A Consistent Framework for Modelling Spreads in Tenor Basis Swaps

Wed, 14/05/2014 - 5:30pm

Yang Chang, ‎Research Fellow at the ARC Centre of Excellence in Population Ageing Research (CEPAR), UNSW


Westpac Conference Centre, Plaza Level, 60 Martin Place, Sydney


The phenomenon of the frequency basis (i.e. a spread applied to one leg of a swap to exchange one floating interest rate for another of different tenor in the same currency) contradicts textbook no-arbitrage conditions and has become an important feature of interest rate markets since the beginning of the Global Financial Crisis (GFC) in 2008. Empirically, the basis spread cannot be explained by transaction costs alone, and therefore must be due to a new perception by the market of risks involved in the execution of textbook “arbitrage" strategies.
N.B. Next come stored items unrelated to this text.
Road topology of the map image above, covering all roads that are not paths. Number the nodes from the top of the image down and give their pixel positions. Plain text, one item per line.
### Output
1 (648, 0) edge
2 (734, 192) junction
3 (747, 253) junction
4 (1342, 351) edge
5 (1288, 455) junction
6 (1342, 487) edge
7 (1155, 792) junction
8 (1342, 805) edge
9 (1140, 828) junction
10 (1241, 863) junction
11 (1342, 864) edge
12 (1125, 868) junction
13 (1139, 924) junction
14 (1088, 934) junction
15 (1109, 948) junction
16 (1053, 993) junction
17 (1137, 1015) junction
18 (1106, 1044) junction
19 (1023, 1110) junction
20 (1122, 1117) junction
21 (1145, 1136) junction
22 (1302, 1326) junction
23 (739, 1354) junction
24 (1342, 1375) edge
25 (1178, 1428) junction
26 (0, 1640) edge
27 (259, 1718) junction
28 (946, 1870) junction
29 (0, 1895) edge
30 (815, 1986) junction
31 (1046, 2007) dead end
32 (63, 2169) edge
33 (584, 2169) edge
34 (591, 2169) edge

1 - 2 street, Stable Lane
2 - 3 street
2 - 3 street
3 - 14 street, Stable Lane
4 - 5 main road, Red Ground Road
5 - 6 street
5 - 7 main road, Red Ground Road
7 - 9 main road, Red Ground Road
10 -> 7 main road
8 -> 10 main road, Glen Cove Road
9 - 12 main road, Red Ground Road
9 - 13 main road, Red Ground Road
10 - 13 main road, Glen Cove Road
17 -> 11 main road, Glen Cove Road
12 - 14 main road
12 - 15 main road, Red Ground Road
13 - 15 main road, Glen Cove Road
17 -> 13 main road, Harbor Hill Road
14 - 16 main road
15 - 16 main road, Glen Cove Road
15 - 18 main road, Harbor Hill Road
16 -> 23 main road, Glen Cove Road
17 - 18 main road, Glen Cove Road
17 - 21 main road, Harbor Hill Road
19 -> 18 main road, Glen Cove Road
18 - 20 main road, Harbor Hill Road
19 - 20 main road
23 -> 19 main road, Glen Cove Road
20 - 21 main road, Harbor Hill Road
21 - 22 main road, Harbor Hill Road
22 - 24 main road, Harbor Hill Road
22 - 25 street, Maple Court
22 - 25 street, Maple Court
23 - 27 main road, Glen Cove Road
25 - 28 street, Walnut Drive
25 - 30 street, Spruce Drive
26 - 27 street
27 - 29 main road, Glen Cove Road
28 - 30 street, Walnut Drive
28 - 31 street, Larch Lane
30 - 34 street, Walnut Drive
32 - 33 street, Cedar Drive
This has led practitioners to adopt a pragmatic “multi-curve" approach to interest rate modelling, which leads to a proliferation of term structures, one for each tenor. We take a more fundamental approach and explicitly model liquidity risk as the driver of basis spreads, reducing the dimensionality of the market for the frequency basis from observed spread term structures for every frequency pair down to term structures of two factors characterising liquidity risk. To this end, we use an intensity model to describe the arrival time of (possibly stochastic) liquidity shocks with a Cox Process. The model parameters are calibrated to quoted market data on basis spreads, and the improving stability of the calibration suggests that the basis swap market has matured since the turmoil of the GFC.